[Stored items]
========================
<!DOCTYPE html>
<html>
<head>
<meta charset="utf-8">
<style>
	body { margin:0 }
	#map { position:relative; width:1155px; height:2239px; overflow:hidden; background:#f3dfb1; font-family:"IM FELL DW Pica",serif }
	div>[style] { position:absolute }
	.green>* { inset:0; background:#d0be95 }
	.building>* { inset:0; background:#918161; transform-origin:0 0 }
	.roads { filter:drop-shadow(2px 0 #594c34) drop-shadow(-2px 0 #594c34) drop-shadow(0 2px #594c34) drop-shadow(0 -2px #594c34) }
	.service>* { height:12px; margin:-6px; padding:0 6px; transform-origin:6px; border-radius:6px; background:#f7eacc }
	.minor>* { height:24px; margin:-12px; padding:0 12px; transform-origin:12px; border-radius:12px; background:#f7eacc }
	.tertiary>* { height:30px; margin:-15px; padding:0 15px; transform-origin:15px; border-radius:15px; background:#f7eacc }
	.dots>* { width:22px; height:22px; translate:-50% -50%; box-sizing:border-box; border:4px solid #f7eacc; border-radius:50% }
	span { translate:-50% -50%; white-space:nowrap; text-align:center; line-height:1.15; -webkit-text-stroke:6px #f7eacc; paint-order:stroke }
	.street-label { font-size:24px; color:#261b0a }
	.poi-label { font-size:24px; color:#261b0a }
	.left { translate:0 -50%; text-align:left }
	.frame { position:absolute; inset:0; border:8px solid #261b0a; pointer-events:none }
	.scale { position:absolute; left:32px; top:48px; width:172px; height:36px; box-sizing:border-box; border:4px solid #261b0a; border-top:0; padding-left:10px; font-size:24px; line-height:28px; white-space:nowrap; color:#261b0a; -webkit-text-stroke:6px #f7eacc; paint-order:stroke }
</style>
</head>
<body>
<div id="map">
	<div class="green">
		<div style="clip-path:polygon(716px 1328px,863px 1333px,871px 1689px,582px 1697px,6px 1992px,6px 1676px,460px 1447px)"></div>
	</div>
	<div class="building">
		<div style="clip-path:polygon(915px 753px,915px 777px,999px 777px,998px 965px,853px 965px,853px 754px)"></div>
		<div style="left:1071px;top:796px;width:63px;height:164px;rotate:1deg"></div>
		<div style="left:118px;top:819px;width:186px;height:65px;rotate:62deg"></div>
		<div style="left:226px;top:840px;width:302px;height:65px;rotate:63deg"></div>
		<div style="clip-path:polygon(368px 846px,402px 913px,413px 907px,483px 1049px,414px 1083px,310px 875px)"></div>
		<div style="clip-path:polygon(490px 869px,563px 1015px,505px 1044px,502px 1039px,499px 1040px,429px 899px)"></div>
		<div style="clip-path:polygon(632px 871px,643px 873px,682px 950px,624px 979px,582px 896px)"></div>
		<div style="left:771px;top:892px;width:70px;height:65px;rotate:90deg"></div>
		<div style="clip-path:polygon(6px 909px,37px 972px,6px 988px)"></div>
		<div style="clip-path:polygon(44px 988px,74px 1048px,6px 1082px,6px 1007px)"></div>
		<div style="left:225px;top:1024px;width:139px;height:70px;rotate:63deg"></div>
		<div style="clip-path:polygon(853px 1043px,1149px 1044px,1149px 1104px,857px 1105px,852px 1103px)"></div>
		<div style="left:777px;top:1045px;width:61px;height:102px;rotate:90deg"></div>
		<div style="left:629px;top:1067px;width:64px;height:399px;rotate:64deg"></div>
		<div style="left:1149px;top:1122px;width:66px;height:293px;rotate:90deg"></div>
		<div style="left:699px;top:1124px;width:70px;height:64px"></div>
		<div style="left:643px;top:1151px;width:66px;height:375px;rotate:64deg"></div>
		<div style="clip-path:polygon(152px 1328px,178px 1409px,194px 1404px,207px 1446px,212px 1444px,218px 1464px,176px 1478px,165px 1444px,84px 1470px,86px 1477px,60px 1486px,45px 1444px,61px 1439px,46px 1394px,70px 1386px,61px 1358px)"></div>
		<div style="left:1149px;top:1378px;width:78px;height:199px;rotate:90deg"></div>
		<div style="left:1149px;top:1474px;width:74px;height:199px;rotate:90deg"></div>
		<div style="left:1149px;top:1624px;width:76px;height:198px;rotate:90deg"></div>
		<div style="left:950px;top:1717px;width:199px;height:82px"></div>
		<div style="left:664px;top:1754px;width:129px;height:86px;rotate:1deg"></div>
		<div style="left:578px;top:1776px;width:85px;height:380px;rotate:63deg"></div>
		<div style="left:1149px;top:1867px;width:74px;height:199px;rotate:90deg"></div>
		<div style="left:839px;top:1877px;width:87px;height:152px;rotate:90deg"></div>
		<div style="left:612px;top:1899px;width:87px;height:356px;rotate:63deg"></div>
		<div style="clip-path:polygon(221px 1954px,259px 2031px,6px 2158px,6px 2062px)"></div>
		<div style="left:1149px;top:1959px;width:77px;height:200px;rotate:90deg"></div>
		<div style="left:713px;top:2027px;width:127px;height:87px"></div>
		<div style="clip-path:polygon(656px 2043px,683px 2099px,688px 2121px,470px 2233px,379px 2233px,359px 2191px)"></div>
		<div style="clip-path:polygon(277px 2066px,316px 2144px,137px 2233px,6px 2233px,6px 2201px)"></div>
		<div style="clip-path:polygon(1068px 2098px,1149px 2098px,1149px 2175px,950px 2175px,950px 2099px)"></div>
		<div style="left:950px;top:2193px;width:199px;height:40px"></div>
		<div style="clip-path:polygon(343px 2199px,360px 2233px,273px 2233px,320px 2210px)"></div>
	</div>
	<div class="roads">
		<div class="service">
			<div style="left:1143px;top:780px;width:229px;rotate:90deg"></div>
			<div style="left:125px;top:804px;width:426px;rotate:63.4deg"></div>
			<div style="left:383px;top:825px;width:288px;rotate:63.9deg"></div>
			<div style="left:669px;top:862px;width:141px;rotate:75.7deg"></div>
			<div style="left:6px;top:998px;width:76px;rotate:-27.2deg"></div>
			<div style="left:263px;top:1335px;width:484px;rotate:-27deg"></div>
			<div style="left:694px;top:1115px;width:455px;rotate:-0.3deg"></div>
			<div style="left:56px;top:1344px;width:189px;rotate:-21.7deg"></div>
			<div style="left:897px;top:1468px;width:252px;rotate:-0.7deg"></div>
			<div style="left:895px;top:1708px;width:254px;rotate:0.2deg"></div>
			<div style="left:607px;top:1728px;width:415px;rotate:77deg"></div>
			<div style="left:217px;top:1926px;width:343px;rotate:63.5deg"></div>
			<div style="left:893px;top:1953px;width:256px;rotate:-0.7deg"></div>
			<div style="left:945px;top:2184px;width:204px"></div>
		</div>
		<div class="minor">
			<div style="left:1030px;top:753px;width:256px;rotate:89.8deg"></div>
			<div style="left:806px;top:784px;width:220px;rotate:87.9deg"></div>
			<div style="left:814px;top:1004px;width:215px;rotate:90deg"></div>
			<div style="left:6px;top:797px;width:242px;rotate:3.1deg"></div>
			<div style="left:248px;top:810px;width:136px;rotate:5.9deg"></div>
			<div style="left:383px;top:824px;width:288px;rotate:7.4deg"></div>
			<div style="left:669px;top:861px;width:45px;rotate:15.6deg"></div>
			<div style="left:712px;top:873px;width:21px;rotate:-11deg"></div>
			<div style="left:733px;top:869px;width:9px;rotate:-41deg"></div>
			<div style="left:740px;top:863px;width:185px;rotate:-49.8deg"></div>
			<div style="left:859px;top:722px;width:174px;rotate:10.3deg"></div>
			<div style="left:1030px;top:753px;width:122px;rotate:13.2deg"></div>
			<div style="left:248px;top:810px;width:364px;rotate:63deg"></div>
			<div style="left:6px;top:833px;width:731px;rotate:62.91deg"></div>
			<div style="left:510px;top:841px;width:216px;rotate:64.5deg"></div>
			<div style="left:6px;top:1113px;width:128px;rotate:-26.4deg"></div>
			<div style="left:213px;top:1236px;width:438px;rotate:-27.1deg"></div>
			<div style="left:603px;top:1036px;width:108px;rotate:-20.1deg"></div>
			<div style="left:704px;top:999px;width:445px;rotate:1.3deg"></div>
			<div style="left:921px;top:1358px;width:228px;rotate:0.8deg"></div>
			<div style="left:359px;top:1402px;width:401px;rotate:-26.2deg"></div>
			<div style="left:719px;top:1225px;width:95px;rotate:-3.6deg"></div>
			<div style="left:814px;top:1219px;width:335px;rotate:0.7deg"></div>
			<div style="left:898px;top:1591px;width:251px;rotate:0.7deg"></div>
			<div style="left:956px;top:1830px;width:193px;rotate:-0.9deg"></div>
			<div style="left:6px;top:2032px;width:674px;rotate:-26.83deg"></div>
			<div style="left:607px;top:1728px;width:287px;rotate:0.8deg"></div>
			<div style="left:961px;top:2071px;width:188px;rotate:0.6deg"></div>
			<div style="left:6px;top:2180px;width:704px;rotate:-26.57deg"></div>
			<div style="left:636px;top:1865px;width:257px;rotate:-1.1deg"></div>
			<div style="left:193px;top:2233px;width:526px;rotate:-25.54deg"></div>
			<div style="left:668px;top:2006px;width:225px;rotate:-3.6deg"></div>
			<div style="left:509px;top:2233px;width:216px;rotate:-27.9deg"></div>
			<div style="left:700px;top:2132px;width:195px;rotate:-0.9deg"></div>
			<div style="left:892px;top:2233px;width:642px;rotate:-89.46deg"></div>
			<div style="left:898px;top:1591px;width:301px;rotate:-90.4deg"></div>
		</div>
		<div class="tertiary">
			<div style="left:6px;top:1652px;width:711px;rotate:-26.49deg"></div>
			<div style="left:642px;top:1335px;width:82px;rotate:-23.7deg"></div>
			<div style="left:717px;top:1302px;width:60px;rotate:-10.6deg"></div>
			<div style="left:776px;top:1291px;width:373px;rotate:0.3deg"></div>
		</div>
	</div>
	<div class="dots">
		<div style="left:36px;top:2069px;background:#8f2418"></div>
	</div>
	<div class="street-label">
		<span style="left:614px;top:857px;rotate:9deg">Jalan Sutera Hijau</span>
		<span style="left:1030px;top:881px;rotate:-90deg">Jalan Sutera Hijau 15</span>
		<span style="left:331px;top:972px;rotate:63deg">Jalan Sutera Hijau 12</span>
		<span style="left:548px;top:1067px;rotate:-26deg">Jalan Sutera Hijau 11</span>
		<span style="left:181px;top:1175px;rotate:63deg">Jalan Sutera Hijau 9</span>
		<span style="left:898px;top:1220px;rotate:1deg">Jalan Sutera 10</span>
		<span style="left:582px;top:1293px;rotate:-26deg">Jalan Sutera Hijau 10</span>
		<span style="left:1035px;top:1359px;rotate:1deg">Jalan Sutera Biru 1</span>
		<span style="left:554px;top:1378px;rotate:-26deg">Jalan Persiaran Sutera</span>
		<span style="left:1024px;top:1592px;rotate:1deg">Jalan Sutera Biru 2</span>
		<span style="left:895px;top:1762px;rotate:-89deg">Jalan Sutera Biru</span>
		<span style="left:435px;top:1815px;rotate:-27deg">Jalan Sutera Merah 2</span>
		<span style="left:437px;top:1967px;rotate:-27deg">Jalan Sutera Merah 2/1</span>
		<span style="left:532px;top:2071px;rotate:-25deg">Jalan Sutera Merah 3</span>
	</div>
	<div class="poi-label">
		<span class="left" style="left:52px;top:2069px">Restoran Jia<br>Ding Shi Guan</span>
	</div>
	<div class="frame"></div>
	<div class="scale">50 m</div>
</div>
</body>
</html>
========================
§ About this exercise
Beginning with the first line above, could you copy every line exactly, up to and including the one with "translate:-50% -50%; white-space:nowrap;"?

§ Task solution
<!DOCTYPE html>
<html>
<head>
<meta charset="utf-8">
<style>
	body { margin:0 }
	#map { position:relative; width:1155px; height:2239px; overflow:hidden; background:#f3dfb1; font-family:"IM FELL DW Pica",serif }
	div>[style] { position:absolute }
	.green>* { inset:0; background:#d0be95 }
	.building>* { inset:0; background:#918161; transform-origin:0 0 }
	.roads { filter:drop-shadow(2px 0 #594c34) drop-shadow(-2px 0 #594c34) drop-shadow(0 2px #594c34) drop-shadow(0 -2px #594c34) }
	.service>* { height:12px; margin:-6px; padding:0 6px; transform-origin:6px; border-radius:6px; background:#f7eacc }
	.minor>* { height:24px; margin:-12px; padding:0 12px; transform-origin:12px; border-radius:12px; background:#f7eacc }
	.tertiary>* { height:30px; margin:-15px; padding:0 15px; transform-origin:15px; border-radius:15px; background:#f7eacc }
	.dots>* { width:22px; height:22px; translate:-50% -50%; box-sizing:border-box; border:4px solid #f7eacc; border-radius:50% }
	span { translate:-50% -50%; white-space:nowrap; text-align:center; line-height:1.15; -webkit-text-stroke:6px #f7eacc; paint-order:stroke }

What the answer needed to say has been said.